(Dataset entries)
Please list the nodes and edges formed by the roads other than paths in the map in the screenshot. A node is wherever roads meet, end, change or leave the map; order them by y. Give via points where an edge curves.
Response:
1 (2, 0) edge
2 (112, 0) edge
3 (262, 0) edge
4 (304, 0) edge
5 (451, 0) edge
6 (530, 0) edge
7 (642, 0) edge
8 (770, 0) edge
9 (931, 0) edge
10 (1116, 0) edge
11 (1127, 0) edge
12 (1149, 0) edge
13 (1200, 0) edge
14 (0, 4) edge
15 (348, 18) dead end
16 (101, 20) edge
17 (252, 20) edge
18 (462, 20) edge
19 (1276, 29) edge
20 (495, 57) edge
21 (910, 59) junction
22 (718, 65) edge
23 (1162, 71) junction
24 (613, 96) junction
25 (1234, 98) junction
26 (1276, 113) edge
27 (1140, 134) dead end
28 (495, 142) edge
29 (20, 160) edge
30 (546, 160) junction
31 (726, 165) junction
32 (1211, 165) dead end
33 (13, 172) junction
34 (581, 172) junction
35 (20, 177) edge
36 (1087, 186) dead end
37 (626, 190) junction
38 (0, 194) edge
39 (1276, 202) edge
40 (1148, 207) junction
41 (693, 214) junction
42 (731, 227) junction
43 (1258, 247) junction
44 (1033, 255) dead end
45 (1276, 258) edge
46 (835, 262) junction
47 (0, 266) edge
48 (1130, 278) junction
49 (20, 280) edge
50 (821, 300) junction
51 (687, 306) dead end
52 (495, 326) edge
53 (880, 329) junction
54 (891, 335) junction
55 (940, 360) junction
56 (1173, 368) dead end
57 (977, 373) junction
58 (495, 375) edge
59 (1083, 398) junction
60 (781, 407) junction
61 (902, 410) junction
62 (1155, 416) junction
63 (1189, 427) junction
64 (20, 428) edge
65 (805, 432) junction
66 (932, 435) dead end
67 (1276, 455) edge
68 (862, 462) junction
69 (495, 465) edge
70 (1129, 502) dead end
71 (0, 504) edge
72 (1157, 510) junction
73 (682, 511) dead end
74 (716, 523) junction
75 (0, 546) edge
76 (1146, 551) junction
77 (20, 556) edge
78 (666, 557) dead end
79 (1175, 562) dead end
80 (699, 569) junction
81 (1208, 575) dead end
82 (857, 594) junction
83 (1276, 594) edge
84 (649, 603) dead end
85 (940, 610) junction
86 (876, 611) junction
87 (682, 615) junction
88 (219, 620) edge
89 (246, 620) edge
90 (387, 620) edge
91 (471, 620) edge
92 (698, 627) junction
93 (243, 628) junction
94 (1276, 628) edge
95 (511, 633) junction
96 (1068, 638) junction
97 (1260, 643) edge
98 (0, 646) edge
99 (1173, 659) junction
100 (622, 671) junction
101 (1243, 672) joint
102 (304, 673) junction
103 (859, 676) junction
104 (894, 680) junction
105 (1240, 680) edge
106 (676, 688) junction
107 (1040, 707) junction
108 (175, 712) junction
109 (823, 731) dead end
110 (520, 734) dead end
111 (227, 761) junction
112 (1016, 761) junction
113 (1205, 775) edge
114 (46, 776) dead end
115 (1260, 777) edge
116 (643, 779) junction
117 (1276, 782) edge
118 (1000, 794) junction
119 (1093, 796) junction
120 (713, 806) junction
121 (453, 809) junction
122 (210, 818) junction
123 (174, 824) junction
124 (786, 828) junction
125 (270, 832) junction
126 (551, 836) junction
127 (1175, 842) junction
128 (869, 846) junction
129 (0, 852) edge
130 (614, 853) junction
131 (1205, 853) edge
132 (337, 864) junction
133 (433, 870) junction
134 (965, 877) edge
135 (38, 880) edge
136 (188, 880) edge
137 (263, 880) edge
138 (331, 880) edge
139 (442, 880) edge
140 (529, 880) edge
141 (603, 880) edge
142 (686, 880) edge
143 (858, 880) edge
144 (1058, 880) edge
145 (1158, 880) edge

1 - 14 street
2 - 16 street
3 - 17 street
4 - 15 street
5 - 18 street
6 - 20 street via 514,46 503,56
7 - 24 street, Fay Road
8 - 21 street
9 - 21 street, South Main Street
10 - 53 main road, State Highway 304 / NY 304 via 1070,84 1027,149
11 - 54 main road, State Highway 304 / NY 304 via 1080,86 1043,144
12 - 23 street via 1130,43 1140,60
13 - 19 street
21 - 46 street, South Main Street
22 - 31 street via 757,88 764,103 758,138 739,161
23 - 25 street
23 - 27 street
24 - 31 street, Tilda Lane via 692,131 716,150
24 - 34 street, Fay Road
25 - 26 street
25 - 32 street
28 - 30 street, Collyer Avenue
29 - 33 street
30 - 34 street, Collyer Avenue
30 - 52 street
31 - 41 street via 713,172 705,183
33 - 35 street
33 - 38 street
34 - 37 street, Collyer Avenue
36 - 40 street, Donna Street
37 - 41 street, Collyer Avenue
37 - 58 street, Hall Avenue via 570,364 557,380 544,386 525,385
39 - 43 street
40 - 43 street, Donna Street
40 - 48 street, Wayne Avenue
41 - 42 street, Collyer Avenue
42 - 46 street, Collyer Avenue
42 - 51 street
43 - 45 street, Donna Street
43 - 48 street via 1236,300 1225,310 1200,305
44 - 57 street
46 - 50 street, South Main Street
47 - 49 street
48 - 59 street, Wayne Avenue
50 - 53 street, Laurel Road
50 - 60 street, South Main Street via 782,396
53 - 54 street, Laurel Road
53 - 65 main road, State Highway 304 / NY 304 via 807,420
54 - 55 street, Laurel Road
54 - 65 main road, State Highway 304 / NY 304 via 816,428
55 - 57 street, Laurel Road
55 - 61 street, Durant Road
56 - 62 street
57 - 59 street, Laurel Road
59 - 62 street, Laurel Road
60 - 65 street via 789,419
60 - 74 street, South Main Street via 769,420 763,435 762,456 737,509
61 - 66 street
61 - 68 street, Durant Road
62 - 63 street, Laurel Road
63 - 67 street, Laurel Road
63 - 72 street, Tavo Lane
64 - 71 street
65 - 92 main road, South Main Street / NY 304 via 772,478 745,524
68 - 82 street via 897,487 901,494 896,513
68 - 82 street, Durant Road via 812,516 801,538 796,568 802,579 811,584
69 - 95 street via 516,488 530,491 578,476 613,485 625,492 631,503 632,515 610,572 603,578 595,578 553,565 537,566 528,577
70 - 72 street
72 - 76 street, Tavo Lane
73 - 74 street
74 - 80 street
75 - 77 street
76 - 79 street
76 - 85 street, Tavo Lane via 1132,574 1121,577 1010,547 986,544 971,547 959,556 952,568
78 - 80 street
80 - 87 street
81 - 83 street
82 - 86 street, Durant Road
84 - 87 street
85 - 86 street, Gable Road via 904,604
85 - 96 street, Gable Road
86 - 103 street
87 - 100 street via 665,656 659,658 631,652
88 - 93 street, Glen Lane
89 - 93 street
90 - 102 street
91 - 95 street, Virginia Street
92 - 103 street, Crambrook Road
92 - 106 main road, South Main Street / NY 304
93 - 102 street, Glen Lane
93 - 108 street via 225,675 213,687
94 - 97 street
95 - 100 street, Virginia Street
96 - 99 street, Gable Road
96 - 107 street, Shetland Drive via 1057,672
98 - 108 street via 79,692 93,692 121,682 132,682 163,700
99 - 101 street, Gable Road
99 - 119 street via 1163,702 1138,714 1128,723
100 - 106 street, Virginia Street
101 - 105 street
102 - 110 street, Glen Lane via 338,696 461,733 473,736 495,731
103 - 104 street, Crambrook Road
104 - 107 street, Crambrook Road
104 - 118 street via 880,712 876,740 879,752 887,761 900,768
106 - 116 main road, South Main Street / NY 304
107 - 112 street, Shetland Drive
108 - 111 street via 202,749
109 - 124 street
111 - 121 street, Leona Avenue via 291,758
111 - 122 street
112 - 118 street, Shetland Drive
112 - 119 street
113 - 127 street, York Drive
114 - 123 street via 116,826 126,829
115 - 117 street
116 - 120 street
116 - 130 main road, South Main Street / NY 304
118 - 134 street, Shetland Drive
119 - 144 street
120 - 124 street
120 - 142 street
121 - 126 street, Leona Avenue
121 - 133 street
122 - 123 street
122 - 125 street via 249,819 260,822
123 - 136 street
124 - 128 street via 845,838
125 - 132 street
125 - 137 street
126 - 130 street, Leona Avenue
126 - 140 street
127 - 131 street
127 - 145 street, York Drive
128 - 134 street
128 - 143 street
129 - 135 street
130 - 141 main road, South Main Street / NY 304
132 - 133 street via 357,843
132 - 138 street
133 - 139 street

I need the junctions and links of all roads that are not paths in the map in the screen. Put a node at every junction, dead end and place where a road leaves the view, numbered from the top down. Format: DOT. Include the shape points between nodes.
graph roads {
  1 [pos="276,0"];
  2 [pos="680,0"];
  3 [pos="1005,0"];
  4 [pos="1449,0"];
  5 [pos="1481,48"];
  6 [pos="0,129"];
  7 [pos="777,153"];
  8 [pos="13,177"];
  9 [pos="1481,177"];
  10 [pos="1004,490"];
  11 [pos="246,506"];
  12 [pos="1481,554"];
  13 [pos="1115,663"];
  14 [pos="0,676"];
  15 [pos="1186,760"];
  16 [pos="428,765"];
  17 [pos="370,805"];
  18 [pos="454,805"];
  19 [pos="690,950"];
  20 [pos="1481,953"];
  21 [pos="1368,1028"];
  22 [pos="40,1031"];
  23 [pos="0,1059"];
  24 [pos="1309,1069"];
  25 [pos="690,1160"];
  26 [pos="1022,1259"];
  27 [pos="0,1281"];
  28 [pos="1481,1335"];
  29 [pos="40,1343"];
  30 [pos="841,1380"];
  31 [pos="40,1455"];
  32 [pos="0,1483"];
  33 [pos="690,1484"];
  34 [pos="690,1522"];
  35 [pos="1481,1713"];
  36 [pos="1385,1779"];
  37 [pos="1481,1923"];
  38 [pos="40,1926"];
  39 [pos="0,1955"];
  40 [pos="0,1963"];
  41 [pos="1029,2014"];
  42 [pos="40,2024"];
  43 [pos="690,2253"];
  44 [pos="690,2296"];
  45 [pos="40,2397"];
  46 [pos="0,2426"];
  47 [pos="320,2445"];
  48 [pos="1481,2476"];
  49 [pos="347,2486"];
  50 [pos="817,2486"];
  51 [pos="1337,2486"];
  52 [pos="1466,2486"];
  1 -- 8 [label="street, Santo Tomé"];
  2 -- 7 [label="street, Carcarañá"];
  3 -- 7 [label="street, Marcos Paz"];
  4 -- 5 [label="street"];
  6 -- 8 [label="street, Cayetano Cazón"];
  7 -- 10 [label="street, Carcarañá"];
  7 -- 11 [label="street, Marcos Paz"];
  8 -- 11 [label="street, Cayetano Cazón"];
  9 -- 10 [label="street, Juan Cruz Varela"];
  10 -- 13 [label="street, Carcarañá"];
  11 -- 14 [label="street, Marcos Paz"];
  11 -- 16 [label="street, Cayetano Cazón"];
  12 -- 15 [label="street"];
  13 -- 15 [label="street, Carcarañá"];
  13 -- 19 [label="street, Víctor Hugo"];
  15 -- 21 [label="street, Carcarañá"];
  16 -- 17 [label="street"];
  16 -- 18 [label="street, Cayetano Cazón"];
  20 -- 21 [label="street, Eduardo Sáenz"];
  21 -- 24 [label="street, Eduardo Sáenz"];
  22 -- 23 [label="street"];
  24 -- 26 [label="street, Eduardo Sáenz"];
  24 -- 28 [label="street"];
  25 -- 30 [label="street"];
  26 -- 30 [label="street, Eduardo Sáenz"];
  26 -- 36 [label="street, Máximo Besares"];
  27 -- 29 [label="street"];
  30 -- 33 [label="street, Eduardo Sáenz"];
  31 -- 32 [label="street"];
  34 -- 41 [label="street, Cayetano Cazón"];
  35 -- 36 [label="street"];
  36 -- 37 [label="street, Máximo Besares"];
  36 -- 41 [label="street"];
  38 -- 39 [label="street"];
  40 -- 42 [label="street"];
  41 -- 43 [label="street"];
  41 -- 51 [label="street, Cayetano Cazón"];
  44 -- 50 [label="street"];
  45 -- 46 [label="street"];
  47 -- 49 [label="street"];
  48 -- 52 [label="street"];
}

▶ **ASSIGNED TASK**
Lines above that contain the string "Leona" make up the answer.

▶ **SOLUTION TO THE EXERCISE**
111 - 121 street, Leona Avenue via 291,758
121 - 126 street, Leona Avenue
126 - 130 street, Leona Avenue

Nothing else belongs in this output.